→ **What you should do**
Search the data below for the word "graph" and copy each line that holds it.

→ **Supplied data**
BEGIN

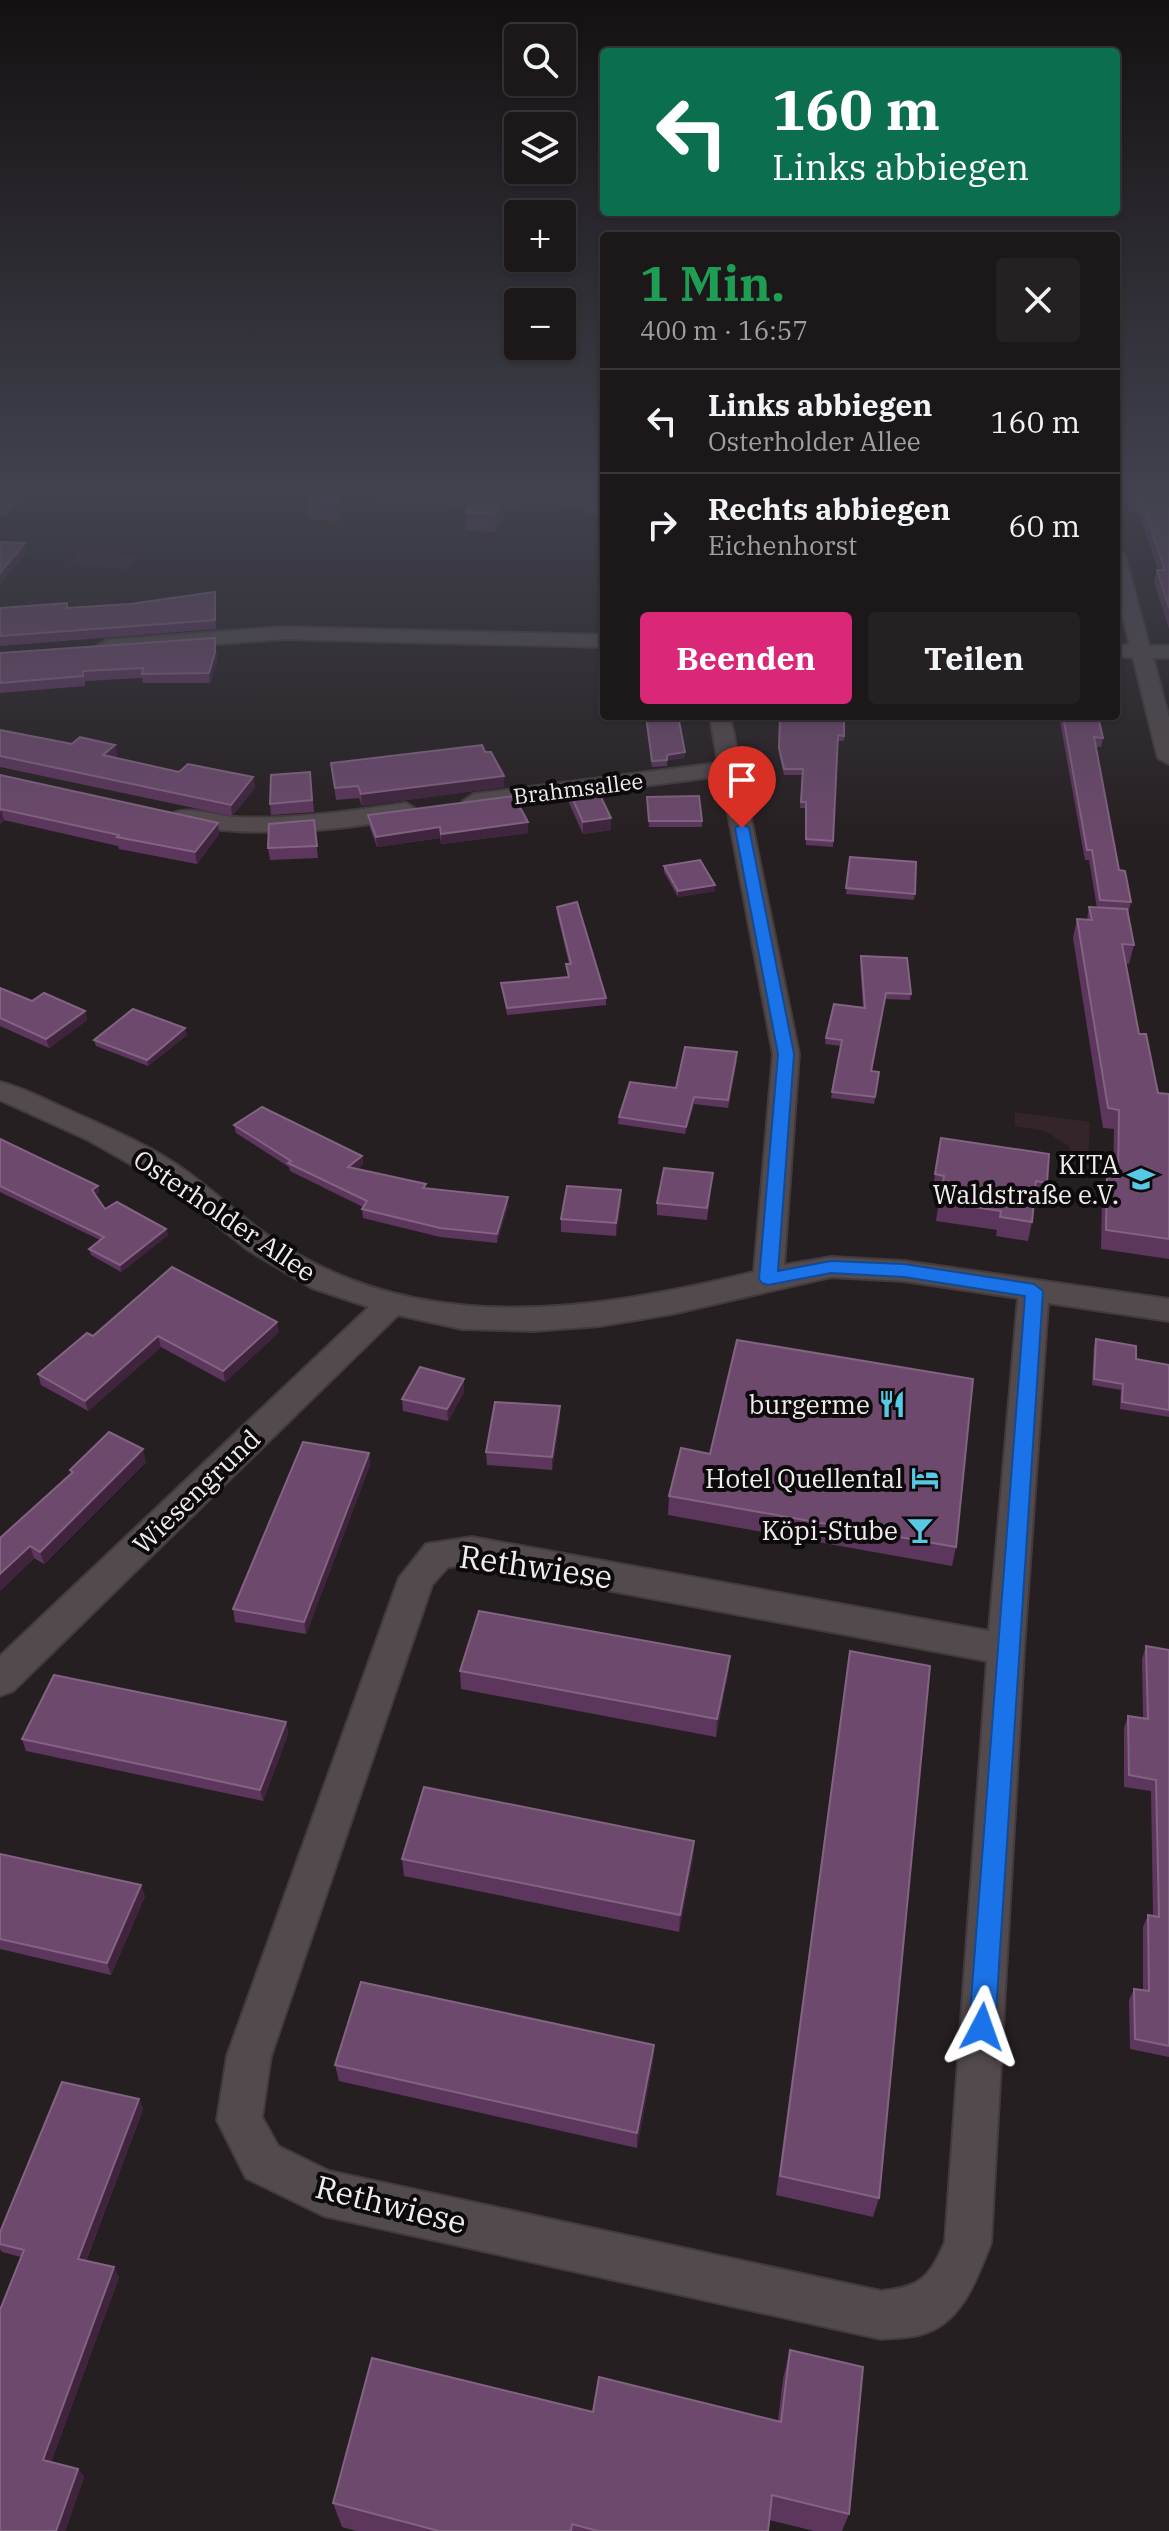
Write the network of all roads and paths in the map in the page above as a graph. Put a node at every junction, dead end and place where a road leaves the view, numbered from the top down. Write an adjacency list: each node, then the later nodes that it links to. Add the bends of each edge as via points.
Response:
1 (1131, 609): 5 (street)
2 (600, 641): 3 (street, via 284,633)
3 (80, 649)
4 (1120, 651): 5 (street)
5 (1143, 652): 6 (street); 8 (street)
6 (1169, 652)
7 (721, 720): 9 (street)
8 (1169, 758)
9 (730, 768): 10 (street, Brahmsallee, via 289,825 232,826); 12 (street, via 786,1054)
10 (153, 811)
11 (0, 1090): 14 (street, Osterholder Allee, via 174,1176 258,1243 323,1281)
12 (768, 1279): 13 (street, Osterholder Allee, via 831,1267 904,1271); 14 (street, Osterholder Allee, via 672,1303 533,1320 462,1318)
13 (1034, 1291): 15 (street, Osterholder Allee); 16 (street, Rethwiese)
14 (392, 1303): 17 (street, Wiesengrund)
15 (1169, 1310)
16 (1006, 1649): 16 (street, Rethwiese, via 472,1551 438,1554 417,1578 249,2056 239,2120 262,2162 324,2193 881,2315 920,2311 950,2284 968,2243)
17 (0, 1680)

END
BEGIN

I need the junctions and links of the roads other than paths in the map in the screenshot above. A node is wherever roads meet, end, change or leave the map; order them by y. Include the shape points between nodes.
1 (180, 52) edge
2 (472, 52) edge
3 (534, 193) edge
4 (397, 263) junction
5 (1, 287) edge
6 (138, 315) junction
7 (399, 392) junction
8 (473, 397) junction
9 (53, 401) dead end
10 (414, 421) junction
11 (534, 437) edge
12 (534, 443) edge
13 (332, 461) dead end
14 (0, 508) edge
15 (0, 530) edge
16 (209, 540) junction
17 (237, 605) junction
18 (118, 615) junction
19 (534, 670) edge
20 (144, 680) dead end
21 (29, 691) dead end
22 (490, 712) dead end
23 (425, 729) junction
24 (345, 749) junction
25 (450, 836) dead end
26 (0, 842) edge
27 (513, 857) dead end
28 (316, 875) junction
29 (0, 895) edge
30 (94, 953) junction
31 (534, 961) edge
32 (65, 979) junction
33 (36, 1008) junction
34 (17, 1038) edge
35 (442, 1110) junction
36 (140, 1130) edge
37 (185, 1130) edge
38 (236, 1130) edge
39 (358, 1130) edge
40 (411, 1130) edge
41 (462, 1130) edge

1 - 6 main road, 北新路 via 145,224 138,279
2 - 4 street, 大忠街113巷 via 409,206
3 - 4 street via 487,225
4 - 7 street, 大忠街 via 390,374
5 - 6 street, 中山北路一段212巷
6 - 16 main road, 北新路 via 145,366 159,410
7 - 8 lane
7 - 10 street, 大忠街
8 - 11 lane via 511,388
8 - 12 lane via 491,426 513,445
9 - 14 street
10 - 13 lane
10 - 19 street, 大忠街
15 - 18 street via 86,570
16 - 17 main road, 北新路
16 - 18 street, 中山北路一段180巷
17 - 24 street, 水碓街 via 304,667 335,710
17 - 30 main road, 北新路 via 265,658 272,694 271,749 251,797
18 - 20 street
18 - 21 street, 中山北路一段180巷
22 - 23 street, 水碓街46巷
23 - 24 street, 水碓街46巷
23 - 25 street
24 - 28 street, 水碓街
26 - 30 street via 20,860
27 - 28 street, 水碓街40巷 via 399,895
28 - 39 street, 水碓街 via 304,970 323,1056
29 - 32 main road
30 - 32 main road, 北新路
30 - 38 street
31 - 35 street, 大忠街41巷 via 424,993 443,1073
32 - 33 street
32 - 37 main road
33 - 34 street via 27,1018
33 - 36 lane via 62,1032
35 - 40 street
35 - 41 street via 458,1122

END
BEGIN

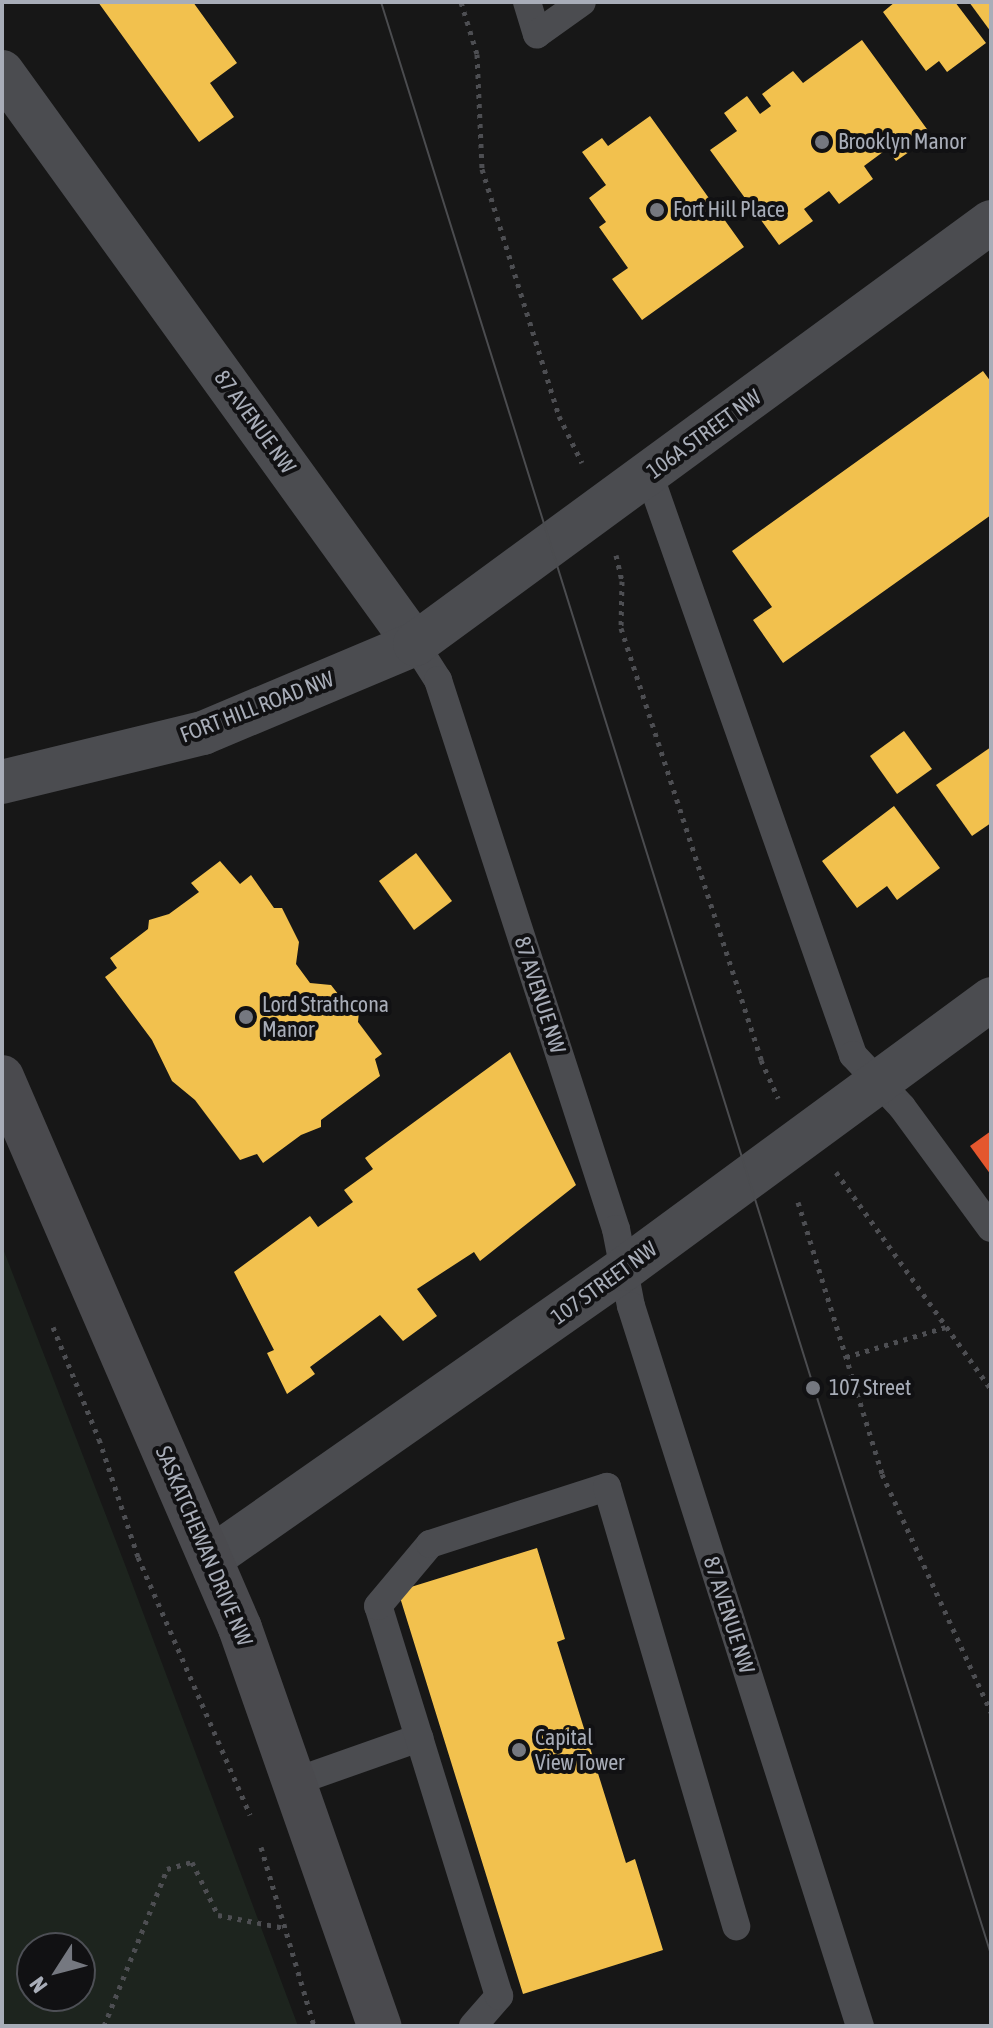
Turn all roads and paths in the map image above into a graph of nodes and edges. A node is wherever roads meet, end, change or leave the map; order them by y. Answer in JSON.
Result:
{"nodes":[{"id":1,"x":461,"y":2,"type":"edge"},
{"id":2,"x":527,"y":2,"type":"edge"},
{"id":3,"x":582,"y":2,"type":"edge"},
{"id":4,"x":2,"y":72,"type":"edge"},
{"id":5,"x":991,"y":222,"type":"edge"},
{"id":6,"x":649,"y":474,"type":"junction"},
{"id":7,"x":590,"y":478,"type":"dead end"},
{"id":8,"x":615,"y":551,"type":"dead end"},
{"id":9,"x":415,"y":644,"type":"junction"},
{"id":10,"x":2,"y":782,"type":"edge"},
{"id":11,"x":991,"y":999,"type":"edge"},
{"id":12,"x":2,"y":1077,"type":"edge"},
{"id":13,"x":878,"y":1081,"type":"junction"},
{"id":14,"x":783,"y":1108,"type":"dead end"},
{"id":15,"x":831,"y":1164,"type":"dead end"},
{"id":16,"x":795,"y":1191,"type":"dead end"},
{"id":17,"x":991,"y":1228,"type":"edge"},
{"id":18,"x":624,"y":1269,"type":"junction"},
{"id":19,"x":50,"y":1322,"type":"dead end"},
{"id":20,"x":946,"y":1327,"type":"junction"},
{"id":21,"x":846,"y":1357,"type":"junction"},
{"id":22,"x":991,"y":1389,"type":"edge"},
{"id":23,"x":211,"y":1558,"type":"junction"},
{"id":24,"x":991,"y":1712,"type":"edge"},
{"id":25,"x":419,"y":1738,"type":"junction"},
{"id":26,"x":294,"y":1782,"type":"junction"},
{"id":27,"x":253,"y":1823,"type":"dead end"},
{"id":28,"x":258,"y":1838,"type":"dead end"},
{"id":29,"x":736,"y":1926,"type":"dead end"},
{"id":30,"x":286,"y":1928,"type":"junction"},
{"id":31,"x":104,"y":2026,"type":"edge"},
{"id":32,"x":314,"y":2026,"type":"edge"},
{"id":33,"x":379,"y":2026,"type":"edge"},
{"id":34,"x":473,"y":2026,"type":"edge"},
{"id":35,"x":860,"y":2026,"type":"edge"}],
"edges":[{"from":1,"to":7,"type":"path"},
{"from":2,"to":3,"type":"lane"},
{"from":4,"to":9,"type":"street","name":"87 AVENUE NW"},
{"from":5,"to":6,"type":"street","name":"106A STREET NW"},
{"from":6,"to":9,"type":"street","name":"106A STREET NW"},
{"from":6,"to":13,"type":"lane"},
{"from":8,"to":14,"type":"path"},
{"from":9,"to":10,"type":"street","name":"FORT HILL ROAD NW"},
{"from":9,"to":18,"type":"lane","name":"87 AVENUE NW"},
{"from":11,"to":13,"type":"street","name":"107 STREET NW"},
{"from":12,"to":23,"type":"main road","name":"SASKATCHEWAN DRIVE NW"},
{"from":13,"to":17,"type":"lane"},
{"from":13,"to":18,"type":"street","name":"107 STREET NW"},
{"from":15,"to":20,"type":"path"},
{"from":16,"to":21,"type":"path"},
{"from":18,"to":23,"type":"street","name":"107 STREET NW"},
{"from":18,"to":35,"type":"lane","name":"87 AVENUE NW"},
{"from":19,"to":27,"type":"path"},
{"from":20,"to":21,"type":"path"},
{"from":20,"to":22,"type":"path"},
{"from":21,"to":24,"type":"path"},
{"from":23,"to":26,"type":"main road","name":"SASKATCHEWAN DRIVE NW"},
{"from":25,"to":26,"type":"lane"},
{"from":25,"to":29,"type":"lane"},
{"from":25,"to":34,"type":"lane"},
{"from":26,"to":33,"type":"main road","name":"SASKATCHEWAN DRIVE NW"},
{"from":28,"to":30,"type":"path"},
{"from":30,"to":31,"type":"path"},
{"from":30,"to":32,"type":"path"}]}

END

→ **Result below**
Write the network of all roads and paths in the map in the page above as a graph. Put a node at every junction, dead end and place where a road leaves the view, numbered from the top down. Write an adjacency list: each node, then the later nodes that it links to. Add the bends of each edge as via points.
Turn all roads and paths in the map image above into a graph of nodes and edges. A node is wherever roads meet, end, change or leave the map; order them by y. Answer in JSON.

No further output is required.